**PROBLEM DETAILS:**
Repeat the entries exactly, keeping every line as it is.

*** Block opens ***

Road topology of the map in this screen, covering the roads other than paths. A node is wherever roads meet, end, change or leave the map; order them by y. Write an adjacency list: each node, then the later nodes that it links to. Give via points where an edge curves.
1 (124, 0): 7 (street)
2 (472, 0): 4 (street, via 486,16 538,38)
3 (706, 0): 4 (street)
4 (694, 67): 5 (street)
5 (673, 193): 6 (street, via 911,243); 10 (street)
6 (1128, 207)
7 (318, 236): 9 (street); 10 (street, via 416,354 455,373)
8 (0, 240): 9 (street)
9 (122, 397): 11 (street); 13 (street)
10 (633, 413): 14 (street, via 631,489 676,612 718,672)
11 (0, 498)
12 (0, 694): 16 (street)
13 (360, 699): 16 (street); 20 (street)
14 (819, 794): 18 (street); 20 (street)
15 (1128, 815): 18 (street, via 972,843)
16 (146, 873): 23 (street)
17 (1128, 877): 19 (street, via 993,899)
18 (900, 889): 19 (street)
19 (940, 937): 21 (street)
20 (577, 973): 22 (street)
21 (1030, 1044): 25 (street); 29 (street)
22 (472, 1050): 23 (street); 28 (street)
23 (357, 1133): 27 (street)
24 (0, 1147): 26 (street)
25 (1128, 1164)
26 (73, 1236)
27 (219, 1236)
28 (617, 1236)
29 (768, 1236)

*** Block closes ***

**RESPONSE AREA:**
Road topology of the map in this screen, covering the roads other than paths. A node is wherever roads meet, end, change or leave the map; order them by y. Write an adjacency list: each node, then the later nodes that it links to. Give via points where an edge curves.
1 (124, 0): 7 (street)
2 (472, 0): 4 (street, via 486,16 538,38)
3 (706, 0): 4 (street)
4 (694, 67): 5 (street)
5 (673, 193): 6 (street, via 911,243); 10 (street)
6 (1128, 207)
7 (318, 236): 9 (street); 10 (street, via 416,354 455,373)
8 (0, 240): 9 (street)
9 (122, 397): 11 (street); 13 (street)
10 (633, 413): 14 (street, via 631,489 676,612 718,672)
11 (0, 498)
12 (0, 694): 16 (street)
13 (360, 699): 16 (street); 20 (street)
14 (819, 794): 18 (street); 20 (street)
15 (1128, 815): 18 (street, via 972,843)
16 (146, 873): 23 (street)
17 (1128, 877): 19 (street, via 993,899)
18 (900, 889): 19 (street)
19 (940, 937): 21 (street)
20 (577, 973): 22 (street)
21 (1030, 1044): 25 (street); 29 (street)
22 (472, 1050): 23 (street); 28 (street)
23 (357, 1133): 27 (street)
24 (0, 1147): 26 (street)
25 (1128, 1164)
26 (73, 1236)
27 (219, 1236)
28 (617, 1236)
29 (768, 1236)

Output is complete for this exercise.